=== Section Start ===
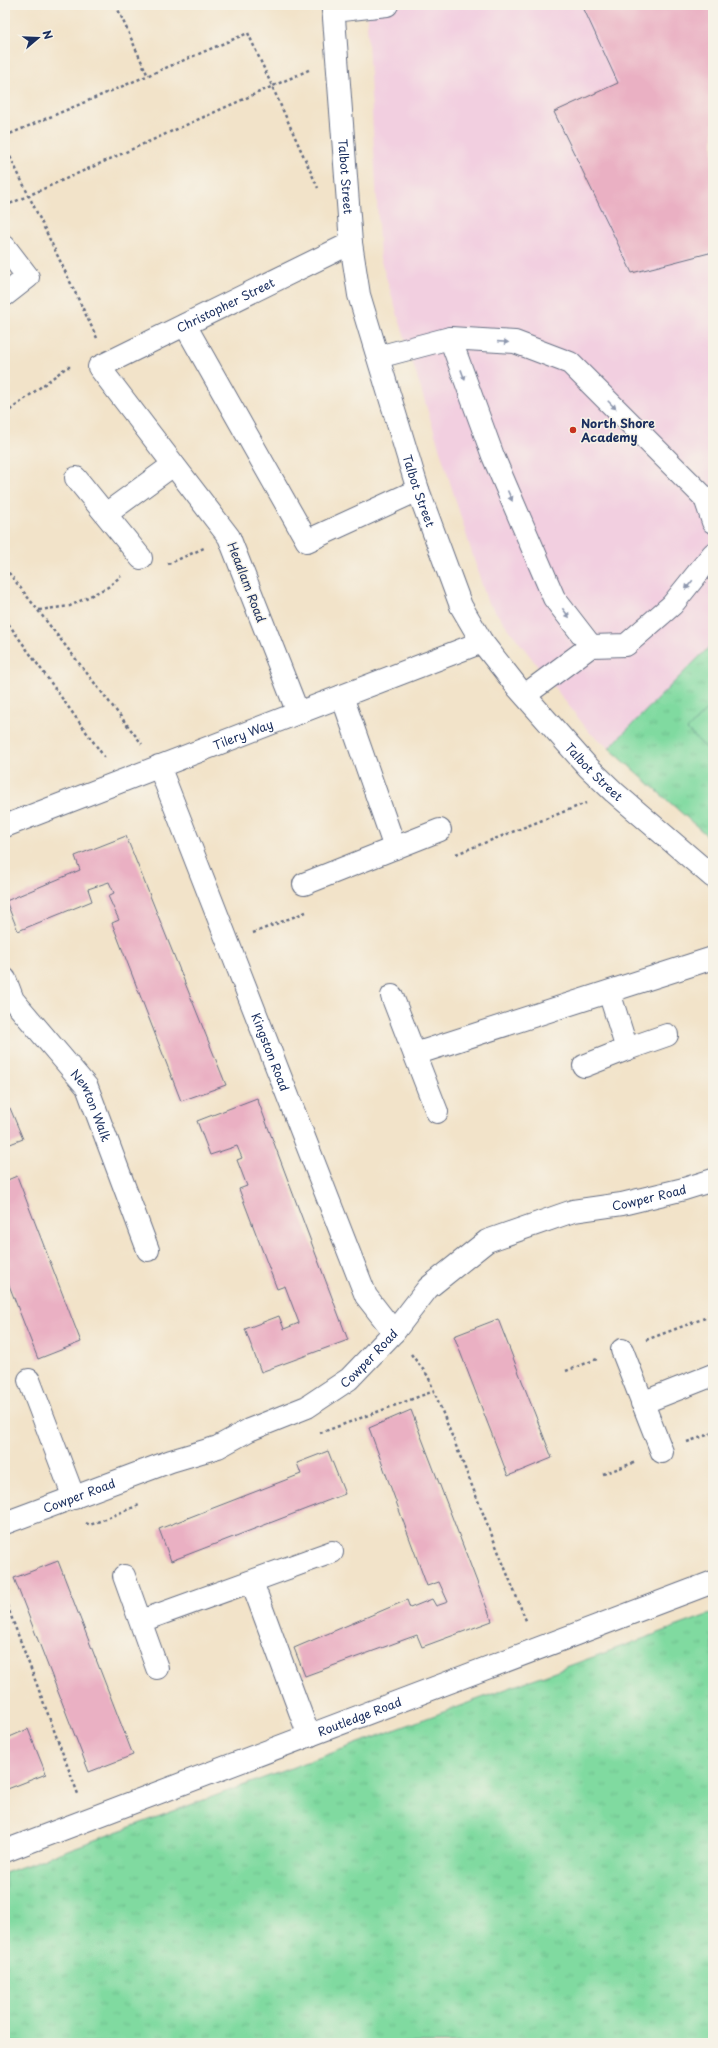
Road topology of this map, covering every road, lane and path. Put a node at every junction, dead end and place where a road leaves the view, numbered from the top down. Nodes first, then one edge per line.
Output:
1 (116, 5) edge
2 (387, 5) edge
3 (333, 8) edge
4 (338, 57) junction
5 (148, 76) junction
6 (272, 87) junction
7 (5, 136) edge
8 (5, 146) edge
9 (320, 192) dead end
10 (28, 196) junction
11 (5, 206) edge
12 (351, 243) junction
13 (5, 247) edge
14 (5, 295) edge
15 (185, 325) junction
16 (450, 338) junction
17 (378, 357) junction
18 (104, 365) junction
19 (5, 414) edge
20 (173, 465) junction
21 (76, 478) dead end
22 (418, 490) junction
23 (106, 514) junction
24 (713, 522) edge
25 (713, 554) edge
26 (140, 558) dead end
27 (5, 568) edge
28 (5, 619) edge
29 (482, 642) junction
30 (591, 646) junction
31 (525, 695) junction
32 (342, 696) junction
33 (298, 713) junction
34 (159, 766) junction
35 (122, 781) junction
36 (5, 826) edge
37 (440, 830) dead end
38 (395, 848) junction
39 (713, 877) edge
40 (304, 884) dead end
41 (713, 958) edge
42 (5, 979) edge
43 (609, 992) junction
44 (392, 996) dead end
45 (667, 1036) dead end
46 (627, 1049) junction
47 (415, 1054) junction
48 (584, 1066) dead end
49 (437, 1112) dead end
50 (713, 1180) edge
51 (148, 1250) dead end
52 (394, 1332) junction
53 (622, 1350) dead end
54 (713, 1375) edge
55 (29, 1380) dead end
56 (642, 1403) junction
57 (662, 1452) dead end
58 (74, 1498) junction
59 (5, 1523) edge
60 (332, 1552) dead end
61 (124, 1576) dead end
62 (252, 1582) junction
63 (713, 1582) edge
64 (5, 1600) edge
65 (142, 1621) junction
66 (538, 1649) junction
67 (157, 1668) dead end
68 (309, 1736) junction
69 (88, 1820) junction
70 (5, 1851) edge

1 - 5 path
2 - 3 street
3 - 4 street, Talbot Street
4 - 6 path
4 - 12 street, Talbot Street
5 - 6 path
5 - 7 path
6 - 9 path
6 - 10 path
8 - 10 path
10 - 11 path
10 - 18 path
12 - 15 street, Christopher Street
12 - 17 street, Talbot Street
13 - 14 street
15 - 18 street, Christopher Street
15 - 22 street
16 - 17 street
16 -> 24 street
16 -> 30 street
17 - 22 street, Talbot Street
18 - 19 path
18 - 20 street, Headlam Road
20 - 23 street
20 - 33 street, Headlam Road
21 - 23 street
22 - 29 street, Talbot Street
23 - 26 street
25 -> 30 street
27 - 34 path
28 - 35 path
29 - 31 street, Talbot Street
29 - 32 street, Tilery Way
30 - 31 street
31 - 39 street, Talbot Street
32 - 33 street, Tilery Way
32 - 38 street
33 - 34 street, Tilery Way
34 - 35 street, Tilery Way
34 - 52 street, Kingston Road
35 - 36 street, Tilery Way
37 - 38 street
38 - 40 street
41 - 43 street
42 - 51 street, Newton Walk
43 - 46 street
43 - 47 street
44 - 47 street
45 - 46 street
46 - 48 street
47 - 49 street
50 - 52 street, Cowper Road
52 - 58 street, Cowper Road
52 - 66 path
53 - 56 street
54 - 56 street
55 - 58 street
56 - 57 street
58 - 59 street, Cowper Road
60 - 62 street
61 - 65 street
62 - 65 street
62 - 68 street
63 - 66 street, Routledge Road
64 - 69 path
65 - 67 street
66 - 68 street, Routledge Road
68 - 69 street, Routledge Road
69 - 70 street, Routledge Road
=== Section End ===
▶ **EXERCISE AIM**
Please reproduce the listing exactly, leaving out any pictures.

▶ **ANSWER TO THIS TASK**
Road topology of this map, covering every road, lane and path. Put a node at every junction, dead end and place where a road leaves the view, numbered from the top down. Nodes first, then one edge per line.
Output:
1 (116, 5) edge
2 (387, 5) edge
3 (333, 8) edge
4 (338, 57) junction
5 (148, 76) junction
6 (272, 87) junction
7 (5, 136) edge
8 (5, 146) edge
9 (320, 192) dead end
10 (28, 196) junction
11 (5, 206) edge
12 (351, 243) junction
13 (5, 247) edge
14 (5, 295) edge
15 (185, 325) junction
16 (450, 338) junction
17 (378, 357) junction
18 (104, 365) junction
19 (5, 414) edge
20 (173, 465) junction
21 (76, 478) dead end
22 (418, 490) junction
23 (106, 514) junction
24 (713, 522) edge
25 (713, 554) edge
26 (140, 558) dead end
27 (5, 568) edge
28 (5, 619) edge
29 (482, 642) junction
30 (591, 646) junction
31 (525, 695) junction
32 (342, 696) junction
33 (298, 713) junction
34 (159, 766) junction
35 (122, 781) junction
36 (5, 826) edge
37 (440, 830) dead end
38 (395, 848) junction
39 (713, 877) edge
40 (304, 884) dead end
41 (713, 958) edge
42 (5, 979) edge
43 (609, 992) junction
44 (392, 996) dead end
45 (667, 1036) dead end
46 (627, 1049) junction
47 (415, 1054) junction
48 (584, 1066) dead end
49 (437, 1112) dead end
50 (713, 1180) edge
51 (148, 1250) dead end
52 (394, 1332) junction
53 (622, 1350) dead end
54 (713, 1375) edge
55 (29, 1380) dead end
56 (642, 1403) junction
57 (662, 1452) dead end
58 (74, 1498) junction
59 (5, 1523) edge
60 (332, 1552) dead end
61 (124, 1576) dead end
62 (252, 1582) junction
63 (713, 1582) edge
64 (5, 1600) edge
65 (142, 1621) junction
66 (538, 1649) junction
67 (157, 1668) dead end
68 (309, 1736) junction
69 (88, 1820) junction
70 (5, 1851) edge

1 - 5 path
2 - 3 street
3 - 4 street, Talbot Street
4 - 6 path
4 - 12 street, Talbot Street
5 - 6 path
5 - 7 path
6 - 9 path
6 - 10 path
8 - 10 path
10 - 11 path
10 - 18 path
12 - 15 street, Christopher Street
12 - 17 street, Talbot Street
13 - 14 street
15 - 18 street, Christopher Street
15 - 22 street
16 - 17 street
16 -> 24 street
16 -> 30 street
17 - 22 street, Talbot Street
18 - 19 path
18 - 20 street, Headlam Road
20 - 23 street
20 - 33 street, Headlam Road
21 - 23 street
22 - 29 street, Talbot Street
23 - 26 street
25 -> 30 street
27 - 34 path
28 - 35 path
29 - 31 street, Talbot Street
29 - 32 street, Tilery Way
30 - 31 street
31 - 39 street, Talbot Street
32 - 33 street, Tilery Way
32 - 38 street
33 - 34 street, Tilery Way
34 - 35 street, Tilery Way
34 - 52 street, Kingston Road
35 - 36 street, Tilery Way
37 - 38 street
38 - 40 street
41 - 43 street
42 - 51 street, Newton Walk
43 - 46 street
43 - 47 street
44 - 47 street
45 - 46 street
46 - 48 street
47 - 49 street
50 - 52 street, Cowper Road
52 - 58 street, Cowper Road
52 - 66 path
53 - 56 street
54 - 56 street
55 - 58 street
56 - 57 street
58 - 59 street, Cowper Road
60 - 62 street
61 - 65 street
62 - 65 street
62 - 68 street
63 - 66 street, Routledge Road
64 - 69 path
65 - 67 street
66 - 68 street, Routledge Road
68 - 69 street, Routledge Road
69 - 70 street, Routledge Road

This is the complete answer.